» Instructions to follow:
Filter these entries down to lines holding "highway".

» Source information:
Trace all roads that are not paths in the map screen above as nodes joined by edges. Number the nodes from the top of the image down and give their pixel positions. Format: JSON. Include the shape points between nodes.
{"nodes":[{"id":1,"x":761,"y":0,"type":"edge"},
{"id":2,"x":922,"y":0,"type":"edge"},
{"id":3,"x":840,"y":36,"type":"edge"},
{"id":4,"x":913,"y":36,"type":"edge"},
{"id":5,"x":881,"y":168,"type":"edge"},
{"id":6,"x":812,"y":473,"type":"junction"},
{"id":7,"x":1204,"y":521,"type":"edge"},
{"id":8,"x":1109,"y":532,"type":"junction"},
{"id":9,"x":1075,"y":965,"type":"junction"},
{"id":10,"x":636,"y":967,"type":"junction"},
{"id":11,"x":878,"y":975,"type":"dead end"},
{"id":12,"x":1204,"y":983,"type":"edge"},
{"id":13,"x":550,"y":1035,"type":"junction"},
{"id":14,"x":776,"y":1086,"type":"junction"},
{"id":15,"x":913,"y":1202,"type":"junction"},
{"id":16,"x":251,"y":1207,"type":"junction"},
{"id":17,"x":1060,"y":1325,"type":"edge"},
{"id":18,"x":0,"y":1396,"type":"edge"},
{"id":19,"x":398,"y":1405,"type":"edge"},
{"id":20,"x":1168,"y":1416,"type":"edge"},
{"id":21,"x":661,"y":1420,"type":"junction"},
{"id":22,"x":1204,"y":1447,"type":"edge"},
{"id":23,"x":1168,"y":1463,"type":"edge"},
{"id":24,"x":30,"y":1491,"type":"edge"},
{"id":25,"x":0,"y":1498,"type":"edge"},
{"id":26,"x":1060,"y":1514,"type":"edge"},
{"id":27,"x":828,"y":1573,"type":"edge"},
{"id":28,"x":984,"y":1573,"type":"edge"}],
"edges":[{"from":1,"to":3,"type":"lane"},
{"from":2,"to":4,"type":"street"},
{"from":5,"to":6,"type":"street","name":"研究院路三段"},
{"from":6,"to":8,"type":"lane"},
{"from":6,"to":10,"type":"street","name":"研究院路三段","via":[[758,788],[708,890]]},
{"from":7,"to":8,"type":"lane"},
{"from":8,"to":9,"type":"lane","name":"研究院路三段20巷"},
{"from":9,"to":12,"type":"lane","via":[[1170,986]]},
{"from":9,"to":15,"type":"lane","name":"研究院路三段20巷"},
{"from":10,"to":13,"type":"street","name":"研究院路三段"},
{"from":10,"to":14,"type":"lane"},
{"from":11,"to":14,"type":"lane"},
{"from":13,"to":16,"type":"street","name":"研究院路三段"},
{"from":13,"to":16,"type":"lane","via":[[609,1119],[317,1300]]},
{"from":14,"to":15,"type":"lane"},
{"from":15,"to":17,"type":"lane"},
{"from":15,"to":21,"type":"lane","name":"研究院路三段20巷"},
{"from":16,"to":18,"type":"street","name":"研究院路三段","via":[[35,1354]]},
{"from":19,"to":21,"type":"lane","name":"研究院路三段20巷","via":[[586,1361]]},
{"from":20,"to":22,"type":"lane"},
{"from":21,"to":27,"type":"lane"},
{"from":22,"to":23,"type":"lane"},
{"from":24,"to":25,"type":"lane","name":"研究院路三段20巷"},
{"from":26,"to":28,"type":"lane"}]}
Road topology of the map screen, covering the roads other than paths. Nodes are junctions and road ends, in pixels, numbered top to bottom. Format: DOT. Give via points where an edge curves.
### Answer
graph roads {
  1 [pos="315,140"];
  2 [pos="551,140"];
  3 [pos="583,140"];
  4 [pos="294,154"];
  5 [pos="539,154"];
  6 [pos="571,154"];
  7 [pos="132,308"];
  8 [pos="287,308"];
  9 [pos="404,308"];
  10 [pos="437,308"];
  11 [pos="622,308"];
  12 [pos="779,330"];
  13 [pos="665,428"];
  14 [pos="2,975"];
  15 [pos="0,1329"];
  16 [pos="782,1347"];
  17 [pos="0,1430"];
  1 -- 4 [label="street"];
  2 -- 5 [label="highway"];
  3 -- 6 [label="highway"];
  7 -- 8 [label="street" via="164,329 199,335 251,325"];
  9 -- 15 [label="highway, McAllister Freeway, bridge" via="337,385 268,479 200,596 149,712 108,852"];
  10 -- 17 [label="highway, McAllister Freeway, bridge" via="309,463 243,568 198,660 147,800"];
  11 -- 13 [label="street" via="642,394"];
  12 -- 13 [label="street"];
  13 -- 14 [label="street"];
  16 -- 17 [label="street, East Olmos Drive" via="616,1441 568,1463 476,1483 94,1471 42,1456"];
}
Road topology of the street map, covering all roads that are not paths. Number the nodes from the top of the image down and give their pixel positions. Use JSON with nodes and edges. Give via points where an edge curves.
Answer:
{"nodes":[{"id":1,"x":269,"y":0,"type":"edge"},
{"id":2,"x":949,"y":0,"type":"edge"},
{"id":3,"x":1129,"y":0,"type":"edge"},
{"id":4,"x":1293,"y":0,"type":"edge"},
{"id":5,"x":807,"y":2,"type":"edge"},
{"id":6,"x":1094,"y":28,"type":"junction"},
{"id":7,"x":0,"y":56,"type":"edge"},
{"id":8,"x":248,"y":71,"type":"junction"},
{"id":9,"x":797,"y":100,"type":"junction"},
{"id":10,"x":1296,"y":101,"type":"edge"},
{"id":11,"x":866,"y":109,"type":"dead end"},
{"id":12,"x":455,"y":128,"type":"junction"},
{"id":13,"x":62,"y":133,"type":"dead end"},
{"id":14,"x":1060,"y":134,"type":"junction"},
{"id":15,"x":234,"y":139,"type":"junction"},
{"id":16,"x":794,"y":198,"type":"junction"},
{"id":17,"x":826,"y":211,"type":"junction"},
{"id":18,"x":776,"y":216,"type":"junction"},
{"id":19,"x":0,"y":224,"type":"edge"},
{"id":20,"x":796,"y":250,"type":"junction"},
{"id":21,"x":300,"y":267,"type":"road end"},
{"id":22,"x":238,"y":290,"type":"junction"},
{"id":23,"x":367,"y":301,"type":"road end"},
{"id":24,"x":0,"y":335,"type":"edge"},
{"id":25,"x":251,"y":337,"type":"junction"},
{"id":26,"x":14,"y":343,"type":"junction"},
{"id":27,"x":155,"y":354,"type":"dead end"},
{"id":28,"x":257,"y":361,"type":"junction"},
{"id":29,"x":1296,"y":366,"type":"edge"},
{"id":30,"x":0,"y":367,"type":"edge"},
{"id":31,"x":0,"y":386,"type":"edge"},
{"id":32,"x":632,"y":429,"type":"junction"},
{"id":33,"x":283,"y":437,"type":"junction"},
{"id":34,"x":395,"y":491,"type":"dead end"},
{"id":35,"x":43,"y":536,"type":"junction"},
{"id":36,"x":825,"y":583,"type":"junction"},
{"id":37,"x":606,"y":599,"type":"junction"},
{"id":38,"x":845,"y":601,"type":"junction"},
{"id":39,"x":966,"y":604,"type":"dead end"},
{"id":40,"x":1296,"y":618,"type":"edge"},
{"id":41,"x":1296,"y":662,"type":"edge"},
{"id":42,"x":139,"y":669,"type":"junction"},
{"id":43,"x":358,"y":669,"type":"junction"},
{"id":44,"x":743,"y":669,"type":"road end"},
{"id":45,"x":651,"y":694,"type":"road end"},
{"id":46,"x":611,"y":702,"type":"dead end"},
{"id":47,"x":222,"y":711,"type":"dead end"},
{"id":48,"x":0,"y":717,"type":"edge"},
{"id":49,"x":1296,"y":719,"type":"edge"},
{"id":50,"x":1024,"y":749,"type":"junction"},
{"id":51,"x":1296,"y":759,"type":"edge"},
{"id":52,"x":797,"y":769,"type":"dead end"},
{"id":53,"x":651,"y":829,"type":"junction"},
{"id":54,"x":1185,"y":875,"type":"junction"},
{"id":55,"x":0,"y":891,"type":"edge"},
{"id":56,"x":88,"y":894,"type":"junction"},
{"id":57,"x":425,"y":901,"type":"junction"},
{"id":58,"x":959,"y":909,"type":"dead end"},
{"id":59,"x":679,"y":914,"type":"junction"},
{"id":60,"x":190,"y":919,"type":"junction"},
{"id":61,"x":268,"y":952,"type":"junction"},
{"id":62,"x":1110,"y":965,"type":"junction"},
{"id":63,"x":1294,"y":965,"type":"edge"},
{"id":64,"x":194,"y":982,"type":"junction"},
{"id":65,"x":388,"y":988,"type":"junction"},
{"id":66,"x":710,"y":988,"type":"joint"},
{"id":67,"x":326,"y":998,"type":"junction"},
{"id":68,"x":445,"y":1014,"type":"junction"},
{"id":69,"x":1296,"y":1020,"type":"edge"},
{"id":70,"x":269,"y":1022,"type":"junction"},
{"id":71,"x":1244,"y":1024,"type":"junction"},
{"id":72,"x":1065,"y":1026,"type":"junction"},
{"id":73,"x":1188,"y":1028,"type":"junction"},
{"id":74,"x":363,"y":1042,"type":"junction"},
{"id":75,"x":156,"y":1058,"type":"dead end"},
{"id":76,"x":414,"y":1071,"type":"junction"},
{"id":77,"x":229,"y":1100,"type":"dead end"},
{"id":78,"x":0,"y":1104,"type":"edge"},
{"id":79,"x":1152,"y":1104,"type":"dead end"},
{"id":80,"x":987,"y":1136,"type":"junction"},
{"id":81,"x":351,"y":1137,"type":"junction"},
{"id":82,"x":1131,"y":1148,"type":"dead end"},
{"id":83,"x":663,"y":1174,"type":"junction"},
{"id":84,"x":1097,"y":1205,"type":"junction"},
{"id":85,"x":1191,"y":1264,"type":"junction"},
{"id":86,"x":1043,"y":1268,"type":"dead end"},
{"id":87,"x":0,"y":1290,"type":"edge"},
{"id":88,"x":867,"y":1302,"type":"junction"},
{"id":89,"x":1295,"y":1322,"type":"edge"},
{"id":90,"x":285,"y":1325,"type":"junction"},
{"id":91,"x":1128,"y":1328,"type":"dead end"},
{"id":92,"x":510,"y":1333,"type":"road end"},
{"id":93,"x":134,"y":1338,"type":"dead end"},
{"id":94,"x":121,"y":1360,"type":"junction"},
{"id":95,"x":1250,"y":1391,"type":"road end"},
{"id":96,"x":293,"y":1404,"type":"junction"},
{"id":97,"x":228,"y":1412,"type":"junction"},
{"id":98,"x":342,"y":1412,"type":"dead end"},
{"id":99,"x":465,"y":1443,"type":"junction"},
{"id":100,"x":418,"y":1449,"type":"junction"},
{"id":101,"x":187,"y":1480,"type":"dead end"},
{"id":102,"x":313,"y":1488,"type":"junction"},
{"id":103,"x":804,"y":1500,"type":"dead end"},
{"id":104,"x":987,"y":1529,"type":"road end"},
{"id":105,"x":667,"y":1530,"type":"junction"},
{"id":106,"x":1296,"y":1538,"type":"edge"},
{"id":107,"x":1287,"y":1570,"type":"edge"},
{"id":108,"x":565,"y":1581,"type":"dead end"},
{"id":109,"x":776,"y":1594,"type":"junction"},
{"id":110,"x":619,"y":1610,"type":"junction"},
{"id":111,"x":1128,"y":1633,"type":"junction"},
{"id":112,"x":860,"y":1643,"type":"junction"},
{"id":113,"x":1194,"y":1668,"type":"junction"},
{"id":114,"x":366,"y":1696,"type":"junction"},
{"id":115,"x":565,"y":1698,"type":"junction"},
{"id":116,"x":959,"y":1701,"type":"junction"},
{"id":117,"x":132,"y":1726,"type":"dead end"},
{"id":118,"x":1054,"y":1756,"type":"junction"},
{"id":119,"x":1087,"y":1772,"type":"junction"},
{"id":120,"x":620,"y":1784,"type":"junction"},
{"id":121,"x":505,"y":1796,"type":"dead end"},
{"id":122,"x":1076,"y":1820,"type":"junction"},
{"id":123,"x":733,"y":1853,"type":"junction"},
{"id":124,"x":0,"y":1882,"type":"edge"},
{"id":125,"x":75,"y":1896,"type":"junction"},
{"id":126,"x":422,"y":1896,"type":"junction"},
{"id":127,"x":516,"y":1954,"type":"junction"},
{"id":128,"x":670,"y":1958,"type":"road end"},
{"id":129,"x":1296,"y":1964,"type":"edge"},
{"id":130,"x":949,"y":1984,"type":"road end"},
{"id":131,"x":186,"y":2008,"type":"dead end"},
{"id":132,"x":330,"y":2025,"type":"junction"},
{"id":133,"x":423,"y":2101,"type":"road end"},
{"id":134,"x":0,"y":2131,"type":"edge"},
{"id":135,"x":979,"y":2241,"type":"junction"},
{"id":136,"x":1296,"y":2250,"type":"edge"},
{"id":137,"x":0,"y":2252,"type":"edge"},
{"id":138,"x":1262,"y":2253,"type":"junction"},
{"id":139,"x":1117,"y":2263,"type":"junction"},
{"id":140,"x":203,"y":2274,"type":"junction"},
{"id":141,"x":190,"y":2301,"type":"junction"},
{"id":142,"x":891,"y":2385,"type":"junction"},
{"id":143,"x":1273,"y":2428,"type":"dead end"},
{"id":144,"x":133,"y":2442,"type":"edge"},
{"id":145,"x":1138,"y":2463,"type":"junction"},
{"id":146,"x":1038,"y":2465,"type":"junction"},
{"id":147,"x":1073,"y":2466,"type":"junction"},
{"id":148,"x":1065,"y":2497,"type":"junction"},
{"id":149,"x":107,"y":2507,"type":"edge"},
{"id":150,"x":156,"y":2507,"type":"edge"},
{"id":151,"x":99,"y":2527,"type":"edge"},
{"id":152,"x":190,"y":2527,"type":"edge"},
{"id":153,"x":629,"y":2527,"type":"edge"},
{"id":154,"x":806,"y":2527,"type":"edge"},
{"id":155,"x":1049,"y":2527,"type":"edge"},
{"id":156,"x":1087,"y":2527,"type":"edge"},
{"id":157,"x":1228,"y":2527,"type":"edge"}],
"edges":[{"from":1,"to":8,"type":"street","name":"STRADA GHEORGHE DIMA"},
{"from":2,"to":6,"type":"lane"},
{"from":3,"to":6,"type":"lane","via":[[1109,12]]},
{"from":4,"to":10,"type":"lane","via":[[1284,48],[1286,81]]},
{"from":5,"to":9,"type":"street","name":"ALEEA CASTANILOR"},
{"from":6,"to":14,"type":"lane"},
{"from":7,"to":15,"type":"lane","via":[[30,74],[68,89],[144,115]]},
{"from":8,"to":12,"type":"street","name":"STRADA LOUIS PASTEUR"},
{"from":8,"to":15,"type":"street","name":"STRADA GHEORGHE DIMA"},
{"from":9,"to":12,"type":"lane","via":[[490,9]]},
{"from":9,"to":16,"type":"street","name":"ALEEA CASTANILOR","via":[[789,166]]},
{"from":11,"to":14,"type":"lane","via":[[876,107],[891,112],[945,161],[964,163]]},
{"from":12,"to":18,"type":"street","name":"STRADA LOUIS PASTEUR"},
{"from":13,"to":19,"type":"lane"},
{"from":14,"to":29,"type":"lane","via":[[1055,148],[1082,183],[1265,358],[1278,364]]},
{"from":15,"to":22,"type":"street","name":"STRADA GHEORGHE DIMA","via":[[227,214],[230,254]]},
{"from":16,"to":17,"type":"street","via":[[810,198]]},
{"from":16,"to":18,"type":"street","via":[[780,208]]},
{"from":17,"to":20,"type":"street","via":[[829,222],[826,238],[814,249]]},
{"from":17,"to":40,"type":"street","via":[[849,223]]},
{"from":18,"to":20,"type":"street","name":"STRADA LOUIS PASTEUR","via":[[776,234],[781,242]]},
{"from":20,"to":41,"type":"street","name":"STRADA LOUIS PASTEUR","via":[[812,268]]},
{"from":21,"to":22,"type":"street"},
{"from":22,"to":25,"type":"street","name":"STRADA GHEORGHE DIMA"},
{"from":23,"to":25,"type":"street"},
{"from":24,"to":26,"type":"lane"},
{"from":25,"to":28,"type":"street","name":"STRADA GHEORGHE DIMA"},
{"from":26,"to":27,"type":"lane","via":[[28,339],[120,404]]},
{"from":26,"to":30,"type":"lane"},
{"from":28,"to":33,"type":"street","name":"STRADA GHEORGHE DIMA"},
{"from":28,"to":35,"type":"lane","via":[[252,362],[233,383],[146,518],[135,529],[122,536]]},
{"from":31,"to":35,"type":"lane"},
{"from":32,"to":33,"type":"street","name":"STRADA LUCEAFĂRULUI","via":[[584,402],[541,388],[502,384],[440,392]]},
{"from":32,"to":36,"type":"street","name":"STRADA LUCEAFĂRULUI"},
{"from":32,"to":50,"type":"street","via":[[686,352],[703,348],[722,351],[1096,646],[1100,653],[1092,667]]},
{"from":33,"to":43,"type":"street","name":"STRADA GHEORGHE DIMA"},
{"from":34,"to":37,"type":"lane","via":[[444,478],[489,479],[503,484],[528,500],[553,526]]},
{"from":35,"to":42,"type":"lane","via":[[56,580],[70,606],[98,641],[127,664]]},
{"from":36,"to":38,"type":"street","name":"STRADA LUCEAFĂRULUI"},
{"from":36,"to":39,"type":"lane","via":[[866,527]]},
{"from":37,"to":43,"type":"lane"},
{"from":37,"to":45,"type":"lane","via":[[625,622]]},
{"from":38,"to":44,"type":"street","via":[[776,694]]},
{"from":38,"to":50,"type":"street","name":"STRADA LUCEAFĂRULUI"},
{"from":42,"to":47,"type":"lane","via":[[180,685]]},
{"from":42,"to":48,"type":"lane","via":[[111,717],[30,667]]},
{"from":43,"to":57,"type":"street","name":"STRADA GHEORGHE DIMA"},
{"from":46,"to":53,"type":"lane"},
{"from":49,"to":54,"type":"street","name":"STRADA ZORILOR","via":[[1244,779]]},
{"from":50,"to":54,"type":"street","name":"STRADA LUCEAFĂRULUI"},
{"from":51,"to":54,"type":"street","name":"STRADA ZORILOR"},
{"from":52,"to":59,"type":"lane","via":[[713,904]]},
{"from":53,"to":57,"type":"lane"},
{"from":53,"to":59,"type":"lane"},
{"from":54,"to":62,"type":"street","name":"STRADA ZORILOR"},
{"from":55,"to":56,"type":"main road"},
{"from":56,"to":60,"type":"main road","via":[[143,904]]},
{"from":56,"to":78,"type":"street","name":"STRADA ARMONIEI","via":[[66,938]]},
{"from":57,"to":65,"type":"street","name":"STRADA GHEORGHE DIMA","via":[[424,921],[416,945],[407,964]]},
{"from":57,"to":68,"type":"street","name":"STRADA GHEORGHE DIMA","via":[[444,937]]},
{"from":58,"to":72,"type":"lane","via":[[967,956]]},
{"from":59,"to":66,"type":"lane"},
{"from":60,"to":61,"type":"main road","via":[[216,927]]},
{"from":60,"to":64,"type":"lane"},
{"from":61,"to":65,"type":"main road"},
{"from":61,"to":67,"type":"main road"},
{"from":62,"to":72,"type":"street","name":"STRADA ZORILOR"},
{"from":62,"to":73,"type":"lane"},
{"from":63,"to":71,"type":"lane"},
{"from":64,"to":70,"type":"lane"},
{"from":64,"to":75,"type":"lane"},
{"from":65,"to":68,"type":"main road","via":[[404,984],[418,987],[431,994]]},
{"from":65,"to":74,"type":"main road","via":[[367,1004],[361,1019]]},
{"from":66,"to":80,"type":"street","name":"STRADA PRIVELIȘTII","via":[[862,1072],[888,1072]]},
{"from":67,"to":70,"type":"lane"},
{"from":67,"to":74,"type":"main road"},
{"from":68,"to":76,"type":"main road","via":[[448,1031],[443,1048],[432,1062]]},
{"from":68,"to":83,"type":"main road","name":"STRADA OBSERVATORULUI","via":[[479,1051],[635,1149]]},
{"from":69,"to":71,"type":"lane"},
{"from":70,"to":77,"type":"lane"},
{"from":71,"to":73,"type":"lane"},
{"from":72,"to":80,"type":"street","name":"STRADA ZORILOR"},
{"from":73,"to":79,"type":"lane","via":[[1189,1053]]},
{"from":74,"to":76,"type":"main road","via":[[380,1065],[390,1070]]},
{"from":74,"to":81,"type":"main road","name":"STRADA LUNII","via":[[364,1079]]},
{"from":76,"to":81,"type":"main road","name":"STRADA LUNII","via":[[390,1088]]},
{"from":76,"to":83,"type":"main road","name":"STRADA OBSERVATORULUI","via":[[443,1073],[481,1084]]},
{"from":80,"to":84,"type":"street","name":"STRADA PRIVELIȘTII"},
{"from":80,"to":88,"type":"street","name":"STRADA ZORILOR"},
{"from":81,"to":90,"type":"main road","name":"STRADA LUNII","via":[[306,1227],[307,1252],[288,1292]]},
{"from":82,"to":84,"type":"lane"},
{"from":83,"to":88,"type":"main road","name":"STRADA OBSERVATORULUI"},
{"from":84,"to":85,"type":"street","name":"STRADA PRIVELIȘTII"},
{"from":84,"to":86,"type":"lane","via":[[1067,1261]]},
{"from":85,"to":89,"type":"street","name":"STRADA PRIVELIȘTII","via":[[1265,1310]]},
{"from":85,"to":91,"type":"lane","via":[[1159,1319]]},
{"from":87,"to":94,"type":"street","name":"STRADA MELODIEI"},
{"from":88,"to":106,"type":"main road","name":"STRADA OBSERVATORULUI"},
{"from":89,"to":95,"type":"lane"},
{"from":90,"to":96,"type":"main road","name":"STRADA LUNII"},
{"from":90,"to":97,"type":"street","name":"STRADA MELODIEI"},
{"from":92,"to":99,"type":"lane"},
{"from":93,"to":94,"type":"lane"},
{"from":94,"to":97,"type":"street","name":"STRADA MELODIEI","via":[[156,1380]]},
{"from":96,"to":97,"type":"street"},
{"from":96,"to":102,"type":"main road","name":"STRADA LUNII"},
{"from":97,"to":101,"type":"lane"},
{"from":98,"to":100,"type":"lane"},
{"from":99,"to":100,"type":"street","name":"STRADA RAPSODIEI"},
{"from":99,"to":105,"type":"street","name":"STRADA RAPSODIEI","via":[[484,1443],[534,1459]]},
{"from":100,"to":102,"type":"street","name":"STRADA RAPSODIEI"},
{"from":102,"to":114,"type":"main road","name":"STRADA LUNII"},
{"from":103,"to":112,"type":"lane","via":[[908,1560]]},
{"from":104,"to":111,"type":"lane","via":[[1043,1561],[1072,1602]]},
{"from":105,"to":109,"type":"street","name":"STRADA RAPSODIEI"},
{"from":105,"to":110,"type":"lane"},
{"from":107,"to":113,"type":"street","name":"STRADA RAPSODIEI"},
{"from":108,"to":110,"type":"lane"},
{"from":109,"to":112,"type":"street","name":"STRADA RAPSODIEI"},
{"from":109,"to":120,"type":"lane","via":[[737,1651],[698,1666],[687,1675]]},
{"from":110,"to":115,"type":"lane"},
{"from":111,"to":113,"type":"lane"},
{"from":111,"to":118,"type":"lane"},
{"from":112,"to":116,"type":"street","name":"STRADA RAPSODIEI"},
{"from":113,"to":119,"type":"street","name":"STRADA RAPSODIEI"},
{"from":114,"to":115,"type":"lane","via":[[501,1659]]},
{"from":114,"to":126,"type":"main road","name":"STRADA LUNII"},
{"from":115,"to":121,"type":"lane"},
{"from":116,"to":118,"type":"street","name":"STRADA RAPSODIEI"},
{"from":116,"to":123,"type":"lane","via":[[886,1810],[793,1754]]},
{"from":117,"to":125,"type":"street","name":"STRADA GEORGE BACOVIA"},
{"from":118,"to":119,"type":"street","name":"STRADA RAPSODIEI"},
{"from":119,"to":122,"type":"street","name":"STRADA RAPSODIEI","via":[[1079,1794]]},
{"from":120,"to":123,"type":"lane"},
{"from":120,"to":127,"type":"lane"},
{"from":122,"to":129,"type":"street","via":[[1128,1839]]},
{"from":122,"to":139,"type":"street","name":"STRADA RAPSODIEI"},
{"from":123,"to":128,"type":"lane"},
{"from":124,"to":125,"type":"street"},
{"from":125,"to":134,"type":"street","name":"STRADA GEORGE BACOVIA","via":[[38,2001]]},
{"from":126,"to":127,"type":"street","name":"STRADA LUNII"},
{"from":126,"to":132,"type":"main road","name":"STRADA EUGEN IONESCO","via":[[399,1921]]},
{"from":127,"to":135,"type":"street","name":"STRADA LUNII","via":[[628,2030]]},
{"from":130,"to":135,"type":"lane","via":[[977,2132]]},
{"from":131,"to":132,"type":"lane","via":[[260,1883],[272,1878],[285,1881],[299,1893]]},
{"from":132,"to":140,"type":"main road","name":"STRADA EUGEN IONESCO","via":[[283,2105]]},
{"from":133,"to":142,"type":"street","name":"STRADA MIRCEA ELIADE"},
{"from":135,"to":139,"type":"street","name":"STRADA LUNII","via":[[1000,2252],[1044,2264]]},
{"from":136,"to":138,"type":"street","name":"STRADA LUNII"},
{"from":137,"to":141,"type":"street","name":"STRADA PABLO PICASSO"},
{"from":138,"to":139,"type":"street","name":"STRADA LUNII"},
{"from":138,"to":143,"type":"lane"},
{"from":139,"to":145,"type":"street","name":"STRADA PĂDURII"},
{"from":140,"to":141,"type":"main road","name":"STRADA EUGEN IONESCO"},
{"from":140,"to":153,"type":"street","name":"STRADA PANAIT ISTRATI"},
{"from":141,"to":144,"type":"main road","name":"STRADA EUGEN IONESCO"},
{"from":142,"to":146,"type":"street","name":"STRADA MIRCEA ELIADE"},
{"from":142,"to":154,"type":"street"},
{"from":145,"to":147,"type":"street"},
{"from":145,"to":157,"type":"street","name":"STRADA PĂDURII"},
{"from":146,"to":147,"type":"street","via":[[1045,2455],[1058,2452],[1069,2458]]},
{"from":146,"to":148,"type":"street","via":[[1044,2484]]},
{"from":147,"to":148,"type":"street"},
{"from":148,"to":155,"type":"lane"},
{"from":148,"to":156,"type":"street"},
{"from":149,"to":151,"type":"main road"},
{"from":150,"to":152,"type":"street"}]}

» Exercise solution:
  2 -- 5 [label="highway"];
  3 -- 6 [label="highway"];
  9 -- 15 [label="highway, McAllister Freeway, bridge" via="337,385 268,479 200,596 149,712 108,852"];
  10 -- 17 [label="highway, McAllister Freeway, bridge" via="309,463 243,568 198,660 147,800"];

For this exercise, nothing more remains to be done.